Christopher Doty ([email protected])



On Mon, Nov 30, 2009 at 18:52, David Trimboli <[email protected]> wrote:
>
> I don't think you'd specify two of a group; you'd just specify two. This
> happens in Star Trek III:
>
>    wa' yIHoH!
>    Kill one of them.
>    "kill one"

Actually, in thinking about this example... We know that numbers can
be used as nouns, as in this example, so they should be able to stand
in in cases with a pronoun as the verb:

<cha' maH>
"We are two"

So maybe better would be (ignoring for the moment your later comment
about the pronoun-as-verb, for parallelism with what I wrote before):

<cha' maH, 'ej nItebHa' maHtaHvIS>
"We are two, and while we are together..."

Does this seem more agreeable?  Can number + pronoun be used in a
simple clause like this?

> Context tells you that it's just one of a group.
>
> So the following would be how I would do it:
>
>    meH vI'el. pa' wej yaS tu'lu'. mulegh cha'.
>    I entered the bridge. There were three officers there.
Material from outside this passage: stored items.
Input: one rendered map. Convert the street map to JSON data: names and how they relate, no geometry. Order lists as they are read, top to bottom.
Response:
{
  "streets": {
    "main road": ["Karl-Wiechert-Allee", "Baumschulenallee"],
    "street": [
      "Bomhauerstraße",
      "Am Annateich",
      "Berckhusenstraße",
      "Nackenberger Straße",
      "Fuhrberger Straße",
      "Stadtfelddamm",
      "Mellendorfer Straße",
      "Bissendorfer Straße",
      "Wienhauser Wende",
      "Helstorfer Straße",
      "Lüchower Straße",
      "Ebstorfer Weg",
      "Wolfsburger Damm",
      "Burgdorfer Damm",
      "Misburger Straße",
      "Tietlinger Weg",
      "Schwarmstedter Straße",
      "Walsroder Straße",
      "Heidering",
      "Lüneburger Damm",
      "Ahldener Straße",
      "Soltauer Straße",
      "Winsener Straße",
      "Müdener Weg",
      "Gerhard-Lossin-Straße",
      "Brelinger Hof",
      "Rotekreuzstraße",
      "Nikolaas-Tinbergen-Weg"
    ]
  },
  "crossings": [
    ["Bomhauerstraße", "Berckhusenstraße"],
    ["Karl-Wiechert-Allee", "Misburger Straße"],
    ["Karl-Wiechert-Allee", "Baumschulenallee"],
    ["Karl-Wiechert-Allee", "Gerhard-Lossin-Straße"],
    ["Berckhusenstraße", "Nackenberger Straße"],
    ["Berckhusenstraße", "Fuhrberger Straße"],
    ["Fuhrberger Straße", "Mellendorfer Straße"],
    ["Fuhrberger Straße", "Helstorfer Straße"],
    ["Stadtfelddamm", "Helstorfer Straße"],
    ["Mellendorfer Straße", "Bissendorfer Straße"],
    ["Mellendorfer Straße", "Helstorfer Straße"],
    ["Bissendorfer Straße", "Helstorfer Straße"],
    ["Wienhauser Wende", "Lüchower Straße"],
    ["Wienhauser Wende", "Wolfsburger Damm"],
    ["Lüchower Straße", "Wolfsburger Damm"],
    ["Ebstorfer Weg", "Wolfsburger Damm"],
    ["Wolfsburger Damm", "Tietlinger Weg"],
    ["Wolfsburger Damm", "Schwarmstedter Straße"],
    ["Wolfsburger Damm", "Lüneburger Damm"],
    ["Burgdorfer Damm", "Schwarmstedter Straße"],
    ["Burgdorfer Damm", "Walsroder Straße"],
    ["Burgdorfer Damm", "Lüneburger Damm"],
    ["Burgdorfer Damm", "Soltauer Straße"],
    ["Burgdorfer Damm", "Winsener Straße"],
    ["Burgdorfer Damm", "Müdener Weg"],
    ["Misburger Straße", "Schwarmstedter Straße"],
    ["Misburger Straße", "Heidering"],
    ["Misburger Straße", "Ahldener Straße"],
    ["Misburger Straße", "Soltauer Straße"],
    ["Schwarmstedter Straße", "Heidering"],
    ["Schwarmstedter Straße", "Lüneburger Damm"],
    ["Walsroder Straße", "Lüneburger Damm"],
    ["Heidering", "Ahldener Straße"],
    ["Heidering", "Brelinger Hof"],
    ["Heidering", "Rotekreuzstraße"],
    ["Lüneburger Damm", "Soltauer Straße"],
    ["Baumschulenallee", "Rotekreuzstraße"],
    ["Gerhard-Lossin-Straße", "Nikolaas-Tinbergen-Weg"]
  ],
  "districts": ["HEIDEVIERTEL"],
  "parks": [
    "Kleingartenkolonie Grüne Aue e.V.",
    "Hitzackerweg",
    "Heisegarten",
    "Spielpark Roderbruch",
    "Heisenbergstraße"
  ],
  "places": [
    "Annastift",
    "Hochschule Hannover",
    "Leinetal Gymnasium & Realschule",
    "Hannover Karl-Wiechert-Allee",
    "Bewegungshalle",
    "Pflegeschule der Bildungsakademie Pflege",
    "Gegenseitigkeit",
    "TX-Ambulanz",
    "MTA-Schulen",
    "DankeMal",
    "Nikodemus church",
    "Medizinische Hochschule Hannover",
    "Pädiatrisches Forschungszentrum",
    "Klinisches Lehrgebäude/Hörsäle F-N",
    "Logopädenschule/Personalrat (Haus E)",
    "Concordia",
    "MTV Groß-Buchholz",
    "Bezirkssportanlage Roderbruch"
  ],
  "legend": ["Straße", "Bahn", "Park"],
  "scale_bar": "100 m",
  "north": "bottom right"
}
Two (of them)
>    saw me.
>
> Nothing is "wrong" here; it's just weird to me. I've got more than
> fifteen years of experience with Klingon, so sometimes things just
> strike me as wrong without them clearly being so. Doing strange things
> with pronouns-as-verbs tends to provoke this reaction in me.

Ah, ok. I just wanted sure if you were still talking about <cha'>, or
referring now to the pronoun-as-verb.

>> Although I would like to know how to say such a thing....
>
> It would depend, again, on context and on your emphasis. {matay'} means
> "we are together"; I would probably start there.
>
> One of the devices that Okrand has used occasionally is to simply shove
> related words or sentences together to imply that they are combined.
> There are no rules for this, but it could be used in this case. Let's
> say I wanted to talk about how great it is to be united as Klingons:
>
>    tlhIngan maH; matay'!
>
> This might be interpreted as "We are Klingons together" or "We are
> united as Klingons." If you go the extra step and accept *{cha' maH} as
> "we are two," then you've got your phrase; substitute {cha'} for {tlhIngan}.

I actually meant that I wanted to know how to specify "two of them"
versus "the two of them."  I guess you're right, though, that context
will sort this out in any sentence with a verb prefix plus word order,
but this is interesting...  Just to be sure, though: there isn't
anything in canon that precludes the use of an adverb with a verbal
pronoun; it just seems odd?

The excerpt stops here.